RECORDS PROVIDED |
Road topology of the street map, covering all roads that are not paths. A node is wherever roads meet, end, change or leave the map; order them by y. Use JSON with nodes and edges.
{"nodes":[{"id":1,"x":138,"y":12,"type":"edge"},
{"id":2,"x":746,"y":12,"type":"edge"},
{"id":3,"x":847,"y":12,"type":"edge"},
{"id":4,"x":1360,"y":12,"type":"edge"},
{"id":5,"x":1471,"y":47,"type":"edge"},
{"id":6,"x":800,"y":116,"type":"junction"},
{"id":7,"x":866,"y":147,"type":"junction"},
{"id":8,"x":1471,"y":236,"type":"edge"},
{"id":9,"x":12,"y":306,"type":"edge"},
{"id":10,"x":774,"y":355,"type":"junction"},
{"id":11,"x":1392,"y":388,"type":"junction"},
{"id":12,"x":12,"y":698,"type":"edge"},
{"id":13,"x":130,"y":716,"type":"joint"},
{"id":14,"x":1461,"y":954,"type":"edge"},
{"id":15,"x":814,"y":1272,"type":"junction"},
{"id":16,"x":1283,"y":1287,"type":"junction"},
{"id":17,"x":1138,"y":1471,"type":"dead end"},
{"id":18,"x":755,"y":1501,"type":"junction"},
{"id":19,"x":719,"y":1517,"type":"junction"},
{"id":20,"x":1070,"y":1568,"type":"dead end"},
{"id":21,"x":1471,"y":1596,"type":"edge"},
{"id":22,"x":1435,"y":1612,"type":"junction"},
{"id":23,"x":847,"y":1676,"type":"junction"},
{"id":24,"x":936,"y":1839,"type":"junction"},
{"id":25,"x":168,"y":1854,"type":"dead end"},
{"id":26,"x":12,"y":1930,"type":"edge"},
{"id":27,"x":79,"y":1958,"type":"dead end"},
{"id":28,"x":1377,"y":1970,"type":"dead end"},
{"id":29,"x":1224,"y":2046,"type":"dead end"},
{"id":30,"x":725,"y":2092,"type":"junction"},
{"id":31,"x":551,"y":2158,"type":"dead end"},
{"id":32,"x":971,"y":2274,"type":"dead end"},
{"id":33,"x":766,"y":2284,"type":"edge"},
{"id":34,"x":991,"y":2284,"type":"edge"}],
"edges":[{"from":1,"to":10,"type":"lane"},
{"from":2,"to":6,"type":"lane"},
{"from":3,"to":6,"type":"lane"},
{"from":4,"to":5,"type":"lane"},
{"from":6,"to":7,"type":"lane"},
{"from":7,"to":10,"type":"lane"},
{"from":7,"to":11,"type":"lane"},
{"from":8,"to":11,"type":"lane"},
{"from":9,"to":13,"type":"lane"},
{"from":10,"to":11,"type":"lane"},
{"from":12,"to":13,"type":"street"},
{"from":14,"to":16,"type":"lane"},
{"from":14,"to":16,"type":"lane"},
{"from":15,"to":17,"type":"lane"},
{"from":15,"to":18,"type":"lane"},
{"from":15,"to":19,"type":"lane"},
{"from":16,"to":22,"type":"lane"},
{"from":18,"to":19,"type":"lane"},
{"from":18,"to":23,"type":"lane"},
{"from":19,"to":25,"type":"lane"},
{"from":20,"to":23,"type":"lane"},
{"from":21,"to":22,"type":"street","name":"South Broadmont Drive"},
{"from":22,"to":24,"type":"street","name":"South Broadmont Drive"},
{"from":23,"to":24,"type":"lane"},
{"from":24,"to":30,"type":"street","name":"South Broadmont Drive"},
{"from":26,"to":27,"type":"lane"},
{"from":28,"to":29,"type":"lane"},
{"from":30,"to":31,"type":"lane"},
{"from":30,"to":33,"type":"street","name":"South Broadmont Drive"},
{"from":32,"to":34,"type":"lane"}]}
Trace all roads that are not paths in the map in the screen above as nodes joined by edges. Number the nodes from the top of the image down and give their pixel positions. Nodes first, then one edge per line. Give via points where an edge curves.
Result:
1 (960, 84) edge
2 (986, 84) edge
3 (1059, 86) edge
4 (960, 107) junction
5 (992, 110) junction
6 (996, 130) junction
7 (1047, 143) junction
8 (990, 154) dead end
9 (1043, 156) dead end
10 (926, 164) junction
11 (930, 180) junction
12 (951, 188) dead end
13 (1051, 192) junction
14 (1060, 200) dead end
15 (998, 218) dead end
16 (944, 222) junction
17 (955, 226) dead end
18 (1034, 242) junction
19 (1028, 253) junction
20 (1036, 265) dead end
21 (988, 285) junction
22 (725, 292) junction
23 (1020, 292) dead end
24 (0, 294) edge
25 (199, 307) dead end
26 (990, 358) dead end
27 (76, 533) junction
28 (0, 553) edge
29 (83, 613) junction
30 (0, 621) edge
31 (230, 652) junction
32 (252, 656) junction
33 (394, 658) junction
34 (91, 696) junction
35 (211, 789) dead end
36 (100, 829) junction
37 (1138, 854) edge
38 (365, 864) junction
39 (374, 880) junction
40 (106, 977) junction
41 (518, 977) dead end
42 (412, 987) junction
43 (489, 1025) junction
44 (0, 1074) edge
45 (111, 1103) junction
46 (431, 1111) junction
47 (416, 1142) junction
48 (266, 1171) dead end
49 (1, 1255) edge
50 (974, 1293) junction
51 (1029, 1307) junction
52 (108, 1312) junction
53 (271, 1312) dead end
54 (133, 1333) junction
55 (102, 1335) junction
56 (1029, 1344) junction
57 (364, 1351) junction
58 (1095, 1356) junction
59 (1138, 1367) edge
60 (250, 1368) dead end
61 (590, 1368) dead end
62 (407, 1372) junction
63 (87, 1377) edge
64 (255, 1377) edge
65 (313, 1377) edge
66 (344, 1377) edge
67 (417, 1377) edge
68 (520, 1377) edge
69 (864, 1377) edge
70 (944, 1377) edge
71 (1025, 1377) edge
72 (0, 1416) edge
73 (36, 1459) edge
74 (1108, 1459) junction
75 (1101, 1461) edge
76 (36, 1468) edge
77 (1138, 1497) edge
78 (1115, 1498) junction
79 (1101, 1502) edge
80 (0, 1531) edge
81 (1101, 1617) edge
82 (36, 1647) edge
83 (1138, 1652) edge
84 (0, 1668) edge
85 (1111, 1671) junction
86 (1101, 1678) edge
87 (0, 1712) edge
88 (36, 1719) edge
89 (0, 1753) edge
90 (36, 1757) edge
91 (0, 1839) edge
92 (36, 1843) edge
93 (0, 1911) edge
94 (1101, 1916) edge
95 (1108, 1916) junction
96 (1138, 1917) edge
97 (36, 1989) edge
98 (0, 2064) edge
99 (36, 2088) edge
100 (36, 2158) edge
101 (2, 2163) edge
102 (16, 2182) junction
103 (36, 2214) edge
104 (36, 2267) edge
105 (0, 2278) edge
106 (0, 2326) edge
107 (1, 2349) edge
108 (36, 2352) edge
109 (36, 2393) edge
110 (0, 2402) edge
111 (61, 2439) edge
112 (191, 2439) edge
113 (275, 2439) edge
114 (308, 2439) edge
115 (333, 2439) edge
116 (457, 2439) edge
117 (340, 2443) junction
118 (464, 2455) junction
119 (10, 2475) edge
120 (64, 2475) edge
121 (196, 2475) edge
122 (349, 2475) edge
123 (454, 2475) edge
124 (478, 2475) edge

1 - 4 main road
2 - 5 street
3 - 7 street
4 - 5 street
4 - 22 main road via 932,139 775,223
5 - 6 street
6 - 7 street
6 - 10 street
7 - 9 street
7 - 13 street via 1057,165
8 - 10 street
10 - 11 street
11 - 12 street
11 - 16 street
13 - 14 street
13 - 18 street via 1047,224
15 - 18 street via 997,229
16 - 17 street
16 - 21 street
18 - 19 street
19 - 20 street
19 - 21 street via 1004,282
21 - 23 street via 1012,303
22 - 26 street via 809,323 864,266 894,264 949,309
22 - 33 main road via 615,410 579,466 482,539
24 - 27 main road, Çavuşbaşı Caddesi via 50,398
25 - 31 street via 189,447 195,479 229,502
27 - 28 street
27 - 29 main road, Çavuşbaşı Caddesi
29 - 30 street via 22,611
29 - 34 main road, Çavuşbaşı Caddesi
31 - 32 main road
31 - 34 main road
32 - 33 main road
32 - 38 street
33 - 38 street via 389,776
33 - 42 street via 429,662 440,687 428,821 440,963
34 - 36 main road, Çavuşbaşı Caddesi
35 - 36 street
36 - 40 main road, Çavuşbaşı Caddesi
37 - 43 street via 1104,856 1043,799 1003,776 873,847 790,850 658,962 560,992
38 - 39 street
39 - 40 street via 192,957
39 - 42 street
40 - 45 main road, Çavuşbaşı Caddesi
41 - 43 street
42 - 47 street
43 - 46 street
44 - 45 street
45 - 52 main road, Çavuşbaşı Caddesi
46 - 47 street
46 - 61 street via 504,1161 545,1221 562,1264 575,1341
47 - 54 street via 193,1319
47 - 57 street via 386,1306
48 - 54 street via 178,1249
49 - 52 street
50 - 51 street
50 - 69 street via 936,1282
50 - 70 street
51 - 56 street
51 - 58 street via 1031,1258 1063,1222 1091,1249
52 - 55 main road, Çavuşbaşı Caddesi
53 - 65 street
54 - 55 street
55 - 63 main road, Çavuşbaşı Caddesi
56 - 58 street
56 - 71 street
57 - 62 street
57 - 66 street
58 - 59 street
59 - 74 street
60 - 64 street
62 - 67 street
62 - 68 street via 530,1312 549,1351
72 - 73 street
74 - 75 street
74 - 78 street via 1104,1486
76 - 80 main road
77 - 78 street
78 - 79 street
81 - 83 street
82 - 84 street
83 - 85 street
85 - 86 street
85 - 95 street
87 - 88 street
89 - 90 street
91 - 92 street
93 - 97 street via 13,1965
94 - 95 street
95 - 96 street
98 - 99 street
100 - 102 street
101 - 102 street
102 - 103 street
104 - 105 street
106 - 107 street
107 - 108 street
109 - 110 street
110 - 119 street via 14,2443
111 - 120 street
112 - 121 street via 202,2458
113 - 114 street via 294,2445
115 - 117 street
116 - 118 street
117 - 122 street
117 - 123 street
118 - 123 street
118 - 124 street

TASK REQUIREMENTS | An answer is complete only when it holds every line above containing the string "edges".

ANSWER BOX |
Road topology of the street map, covering all roads that are not paths. A node is wherever roads meet, end, change or leave the map; order them by y. Use JSON with nodes and edges.
"edges":[{"from":1,"to":10,"type":"lane"},
Trace all roads that are not paths in the map in the screen above as nodes joined by edges. Number the nodes from the top of the image down and give their pixel positions. Nodes first, then one edge per line. Give via points where an edge curves.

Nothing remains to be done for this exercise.